[[ Provided information, beginning ]]

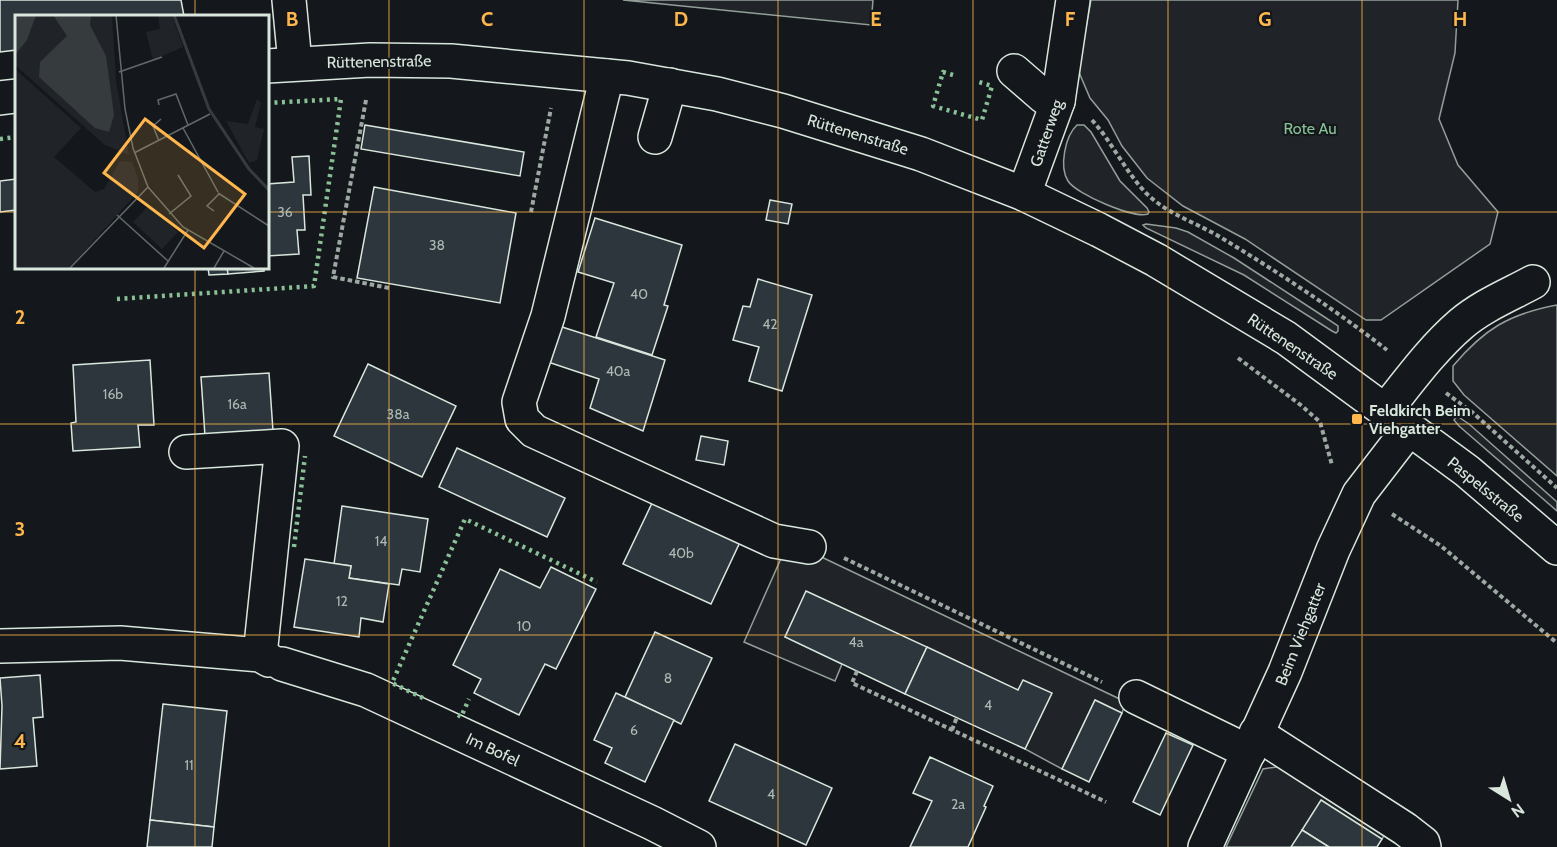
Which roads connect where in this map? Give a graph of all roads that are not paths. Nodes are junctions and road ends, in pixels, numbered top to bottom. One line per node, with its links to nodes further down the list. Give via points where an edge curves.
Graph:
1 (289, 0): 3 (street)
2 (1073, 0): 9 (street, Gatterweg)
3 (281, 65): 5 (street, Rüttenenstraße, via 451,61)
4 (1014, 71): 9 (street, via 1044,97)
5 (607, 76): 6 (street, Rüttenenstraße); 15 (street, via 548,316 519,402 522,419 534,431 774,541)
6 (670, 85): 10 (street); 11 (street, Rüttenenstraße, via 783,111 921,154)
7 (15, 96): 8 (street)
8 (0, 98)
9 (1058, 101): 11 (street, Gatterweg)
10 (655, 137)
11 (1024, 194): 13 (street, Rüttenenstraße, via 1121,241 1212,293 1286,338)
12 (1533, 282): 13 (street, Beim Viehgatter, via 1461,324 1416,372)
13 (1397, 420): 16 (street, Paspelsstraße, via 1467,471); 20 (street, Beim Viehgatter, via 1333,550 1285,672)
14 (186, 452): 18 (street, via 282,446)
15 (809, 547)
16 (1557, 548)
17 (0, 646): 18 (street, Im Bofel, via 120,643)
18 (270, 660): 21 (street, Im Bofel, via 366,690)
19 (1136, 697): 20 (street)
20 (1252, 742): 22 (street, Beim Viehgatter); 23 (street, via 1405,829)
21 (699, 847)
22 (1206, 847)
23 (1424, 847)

[[ Provided information, end ]]

| Work order |
Copy out the records exactly. Do not include the pictures.

| Task response |
Which roads connect where in this map? Give a graph of all roads that are not paths. Nodes are junctions and road ends, in pixels, numbered top to bottom. One line per node, with its links to nodes further down the list. Give via points where an edge curves.
Graph:
1 (289, 0): 3 (street)
2 (1073, 0): 9 (street, Gatterweg)
3 (281, 65): 5 (street, Rüttenenstraße, via 451,61)
4 (1014, 71): 9 (street, via 1044,97)
5 (607, 76): 6 (street, Rüttenenstraße); 15 (street, via 548,316 519,402 522,419 534,431 774,541)
6 (670, 85): 10 (street); 11 (street, Rüttenenstraße, via 783,111 921,154)
7 (15, 96): 8 (street)
8 (0, 98)
9 (1058, 101): 11 (street, Gatterweg)
10 (655, 137)
11 (1024, 194): 13 (street, Rüttenenstraße, via 1121,241 1212,293 1286,338)
12 (1533, 282): 13 (street, Beim Viehgatter, via 1461,324 1416,372)
13 (1397, 420): 16 (street, Paspelsstraße, via 1467,471); 20 (street, Beim Viehgatter, via 1333,550 1285,672)
14 (186, 452): 18 (street, via 282,446)
15 (809, 547)
16 (1557, 548)
17 (0, 646): 18 (street, Im Bofel, via 120,643)
18 (270, 660): 21 (street, Im Bofel, via 366,690)
19 (1136, 697): 20 (street)
20 (1252, 742): 22 (street, Beim Viehgatter); 23 (street, via 1405,829)
21 (699, 847)
22 (1206, 847)
23 (1424, 847)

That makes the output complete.